» **Problem**
The data below should be restated word for word, pictures omitted.

» **Stored entries**
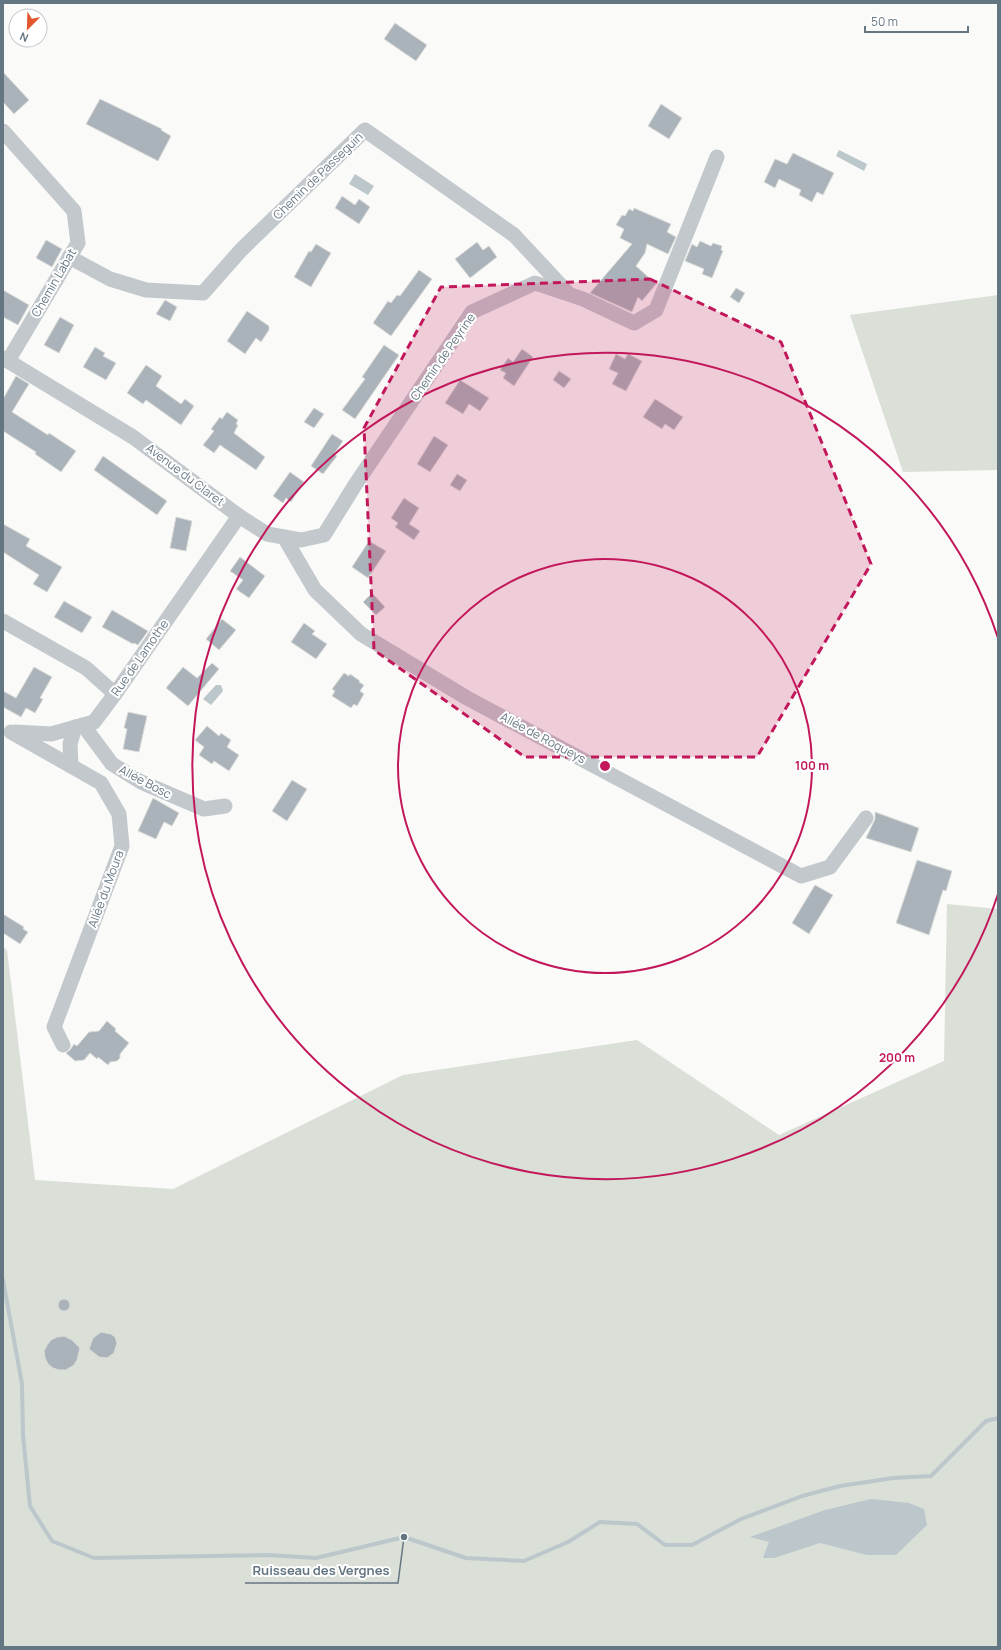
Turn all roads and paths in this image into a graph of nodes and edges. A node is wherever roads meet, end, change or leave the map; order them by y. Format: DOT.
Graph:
graph roads {
  1 [pos="3,131"];
  2 [pos="717,156"];
  3 [pos="69,257"];
  4 [pos="569,295"];
  5 [pos="6,359"];
  6 [pos="355,485"];
  7 [pos="239,516"];
  8 [pos="284,537"];
  9 [pos="3,621"];
  10 [pos="115,694"];
  11 [pos="79,726"];
  12 [pos="7,729"];
  13 [pos="71,766"];
  14 [pos="225,806"];
  15 [pos="866,818"];
  16 [pos="63,1045"];
  1 -- 3 [label="street, Chemin Labat"];
  2 -- 4 [label="street, Chemin de Peyrine"];
  3 -- 4 [label="street, Chemin de Passeguin"];
  3 -- 5 [label="street, Chemin Labat"];
  4 -- 6 [label="street, Chemin de Peyrine"];
  5 -- 7 [label="street, Avenue du Claret"];
  6 -- 8 [label="street, Avenue du Claret"];
  7 -- 8 [label="street, Avenue du Claret"];
  7 -- 10 [label="street, Rue de Lamothe"];
  8 -- 15 [label="street, Allée de Roqueys"];
  9 -- 10 [label="street"];
  10 -- 11 [label="street, Rue de Lamothe"];
  11 -- 12 [label="street, Rue de Lamothe"];
  11 -- 13 [label="street"];
  11 -- 14 [label="street, Allée Bosc"];
  12 -- 13 [label="street, Allée du Moura"];
  13 -- 16 [label="street, Allée du Moura"];
}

» **Result of the task**
Turn all roads and paths in this image into a graph of nodes and edges. A node is wherever roads meet, end, change or leave the map; order them by y. Format: DOT.
Graph:
graph roads {
  1 [pos="3,131"];
  2 [pos="717,156"];
  3 [pos="69,257"];
  4 [pos="569,295"];
  5 [pos="6,359"];
  6 [pos="355,485"];
  7 [pos="239,516"];
  8 [pos="284,537"];
  9 [pos="3,621"];
  10 [pos="115,694"];
  11 [pos="79,726"];
  12 [pos="7,729"];
  13 [pos="71,766"];
  14 [pos="225,806"];
  15 [pos="866,818"];
  16 [pos="63,1045"];
  1 -- 3 [label="street, Chemin Labat"];
  2 -- 4 [label="street, Chemin de Peyrine"];
  3 -- 4 [label="street, Chemin de Passeguin"];
  3 -- 5 [label="street, Chemin Labat"];
  4 -- 6 [label="street, Chemin de Peyrine"];
  5 -- 7 [label="street, Avenue du Claret"];
  6 -- 8 [label="street, Avenue du Claret"];
  7 -- 8 [label="street, Avenue du Claret"];
  7 -- 10 [label="street, Rue de Lamothe"];
  8 -- 15 [label="street, Allée de Roqueys"];
  9 -- 10 [label="street"];
  10 -- 11 [label="street, Rue de Lamothe"];
  11 -- 12 [label="street, Rue de Lamothe"];
  11 -- 13 [label="street"];
  11 -- 14 [label="street, Allée Bosc"];
  12 -- 13 [label="street, Allée du Moura"];
  13 -- 16 [label="street, Allée du Moura"];
}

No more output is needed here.